Le norme sulla protezione dei dati devono essere rispettate
Nella preparazione del bilancio annuale, i revisori controllano un gran numero di documenti aziendali. È inoltre necessario rispettare le norme sulla protezione dei dati.
In linea di principio, il revisore ha il diritto di ispezione ai sensi della Sezione 320 (2) frase 1 HGB. Questa norma stabilisce che il revisore può richiedere ai rappresentanti legali tutte le informazioni e gli elementi probatori necessari per una revisione accurata. Tuttavia, quasi tutti i documenti aziendali contengono Dati personali ai sensi dell'articolo 3 (1) del BDSG, non solo dei clienti dell'azienda ma anche, in particolare, dei suoi dipendenti.
Anche se l'articolo 320 (2) frase 1 HGB conferisce al revisore un diritto di ispezione molto ampio secondo i commenti sul diritto commerciale (ad esempio Baumbach/Hopt, HGB, sezione 320), questo deve comunque essere valutato rispetto agli standard di ammissibilità della legge sulla protezione dei dati.
Trasmissione dei dati ai revisori contabili
La consegna di documenti aziendali ai revisori dei conti deve essere considerata un reato di protezione dei dati. Trasmissione da classificare. Questo potrebbe essere ammissibile Trasmissione essere, se tutti i dipendenti sono inclusi nel Trasmissione abbiano acconsentito all’inserimento negli elenchi. Di norma ciò non avverrà, per cui deve essere applicabile una norma di autorizzazione ai sensi della normativa sulla protezione dei dati. A tal fine può essere preso in considerazione l’art. 28, comma 1, primo periodo, n. 2 della BDSG.
Un interesse legittimo dell’azienda consiste nella redazione di un bilancio d’esercizio corretto e conforme alla legge. A tal proposito, occorre tenere conto soprattutto del principio di necessità. Non devono esistere mezzi meno invasivi con cui sia possibile redigere il bilancio d’esercizio con lo stesso risultato.
Ad esempio, alcune informazioni possono essere verificate anche utilizzando dati statistici anonimizzati. Tuttavia, anche in questo caso si deve tenere conto del fatto che il revisore deve ovviamente essere in grado di verificare i dati statistici. Le aziende devono notare che la Sezione 320, comma 2, frase 1, dell'HGB non è una legge speciale che ha la precedenza sul BDSG, in quanto non regola esplicitamente il Elaborazione dei dati personali. Tuttavia, ciò è assolutamente necessario per la sussidiarietà del BDSG. Le aziende devono consultare il proprio responsabile della protezione dei dati per determinare quali informazioni sono necessarie per quali scopi. In particolare, gli scopi esatti dei dati richiesti devono essere ottenuti dai revisori dei conti.

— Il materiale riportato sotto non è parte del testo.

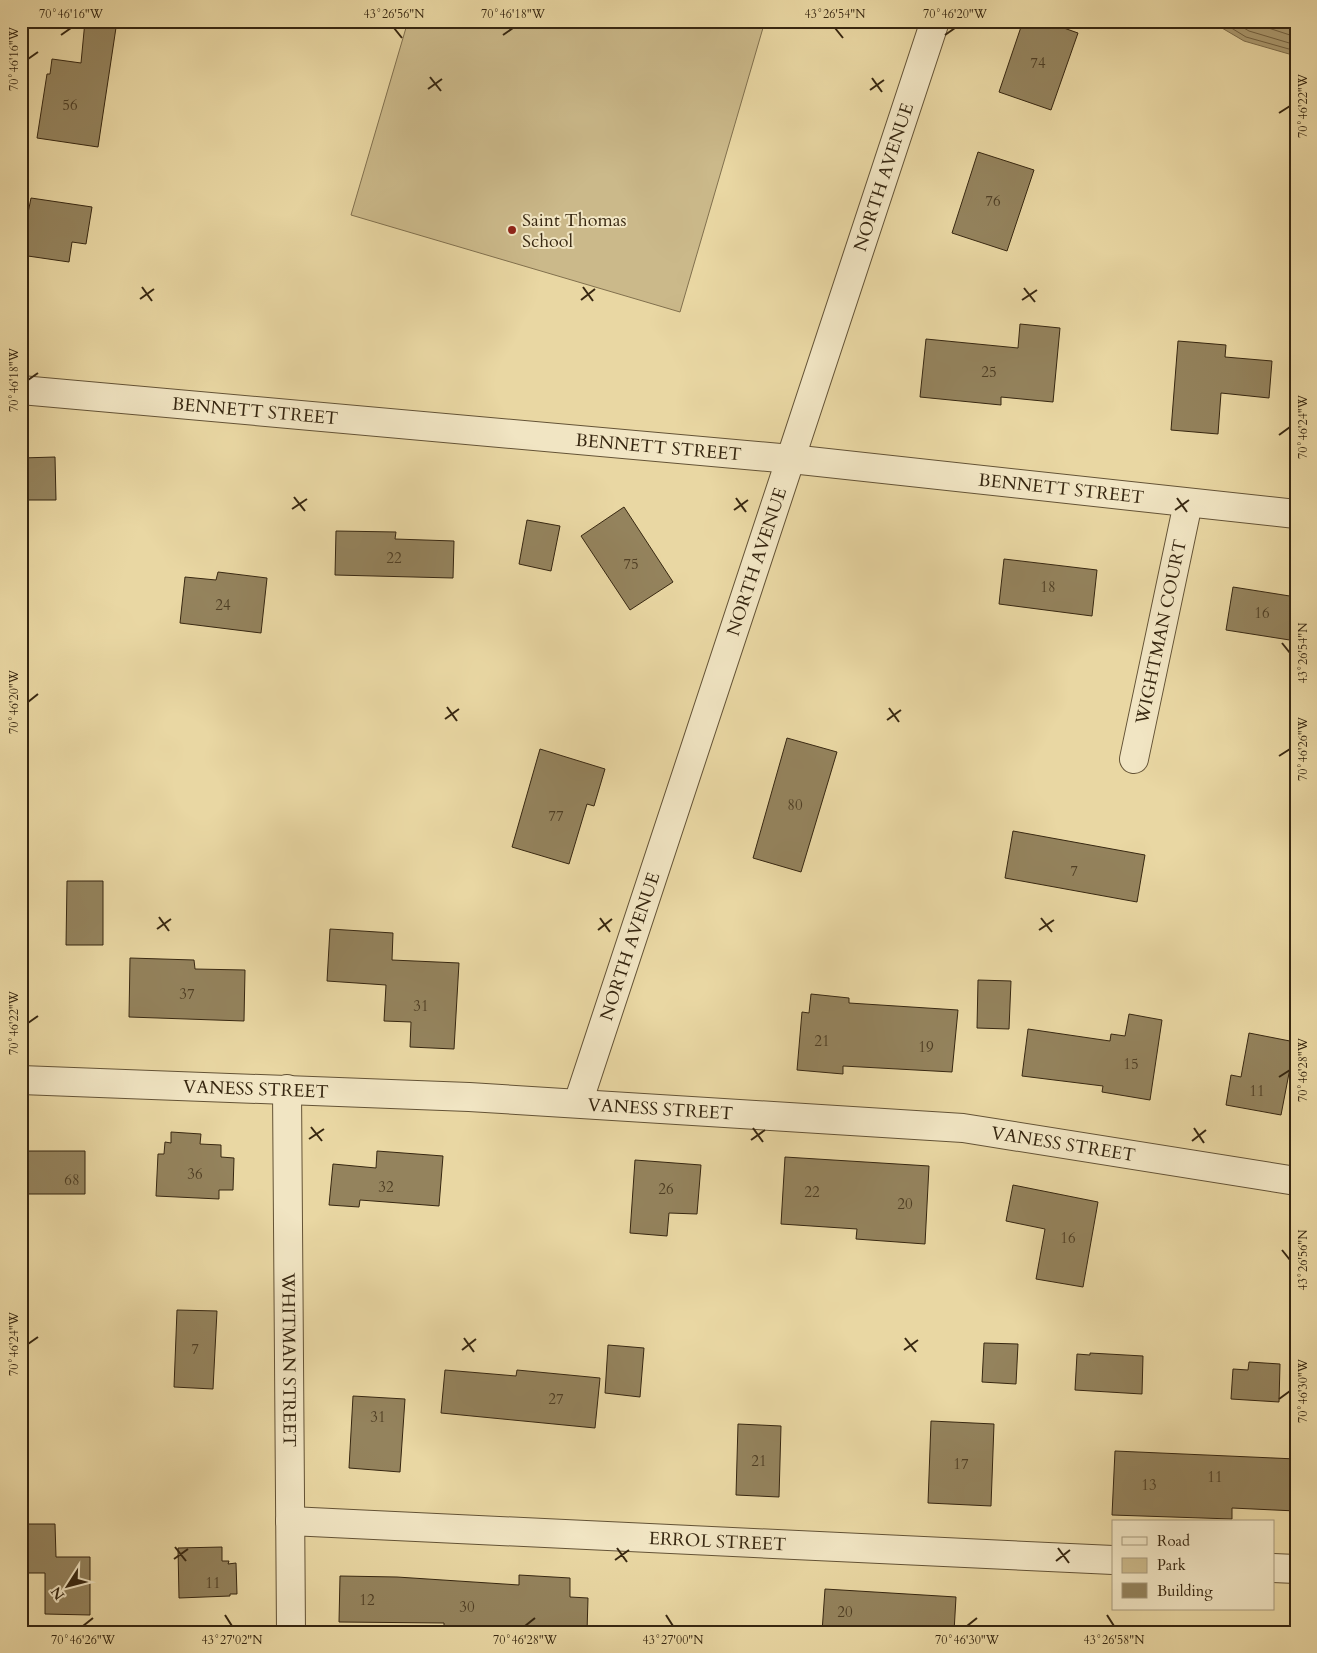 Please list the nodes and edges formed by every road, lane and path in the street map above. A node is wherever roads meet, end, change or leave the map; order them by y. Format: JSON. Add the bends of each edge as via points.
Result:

Rispettare i principi in materia di protezione dei dati
In base alla normativa attualmente in vigore GDPR è il Trasmissione trasmissione periodica di dati personali ai revisori dei conti ai sensi dell’art. 6, comma 1, lett. c) GDPR (Adempimento di un obbligo legale) o art. 6, comma 1, lett. f GDPR (interesse legittimo). Allo stesso tempo, i principi della Minimizzazione dei dati, Stanziamento di fondi e Riservatezza ai sensi dell'art. 5 GDPR Da tenere presente. Le imprese dovrebbero pertanto verificare quali dati personali siano effettivamente necessari per la rispettiva revisione e fornire al revisore solo le informazioni indispensabili per lo svolgimento della revisione contabile. Per quanto possibile, i dati personali possono essere forniti in forma pseudonimizzata o aggregata, senza compromettere la verificabilità dei documenti.
Inoltre, la collaborazione con i revisori contabili nella gestione della protezione dei dati dell’azienda dovrebbe essere documentata. Ciò comprende in particolare la definizione dei rispettivi ruoli in materia di protezione dei dati, che Documentazione la base giuridica per il trasferimento dei dati, nonché l’inserimento delle attività di revisione nel registro delle operazioni di trattamento. Poiché i revisori contabili sono regolarmente soggetti a un obbligo di riservatezza previsto dalla legge, esiste già un elevato livello di protezione delle informazioni trattate. Ciononostante, l’impresa rimane tenuta a garantire il rispetto dei principi di protezione dei dati durante l’intero processo di revisione.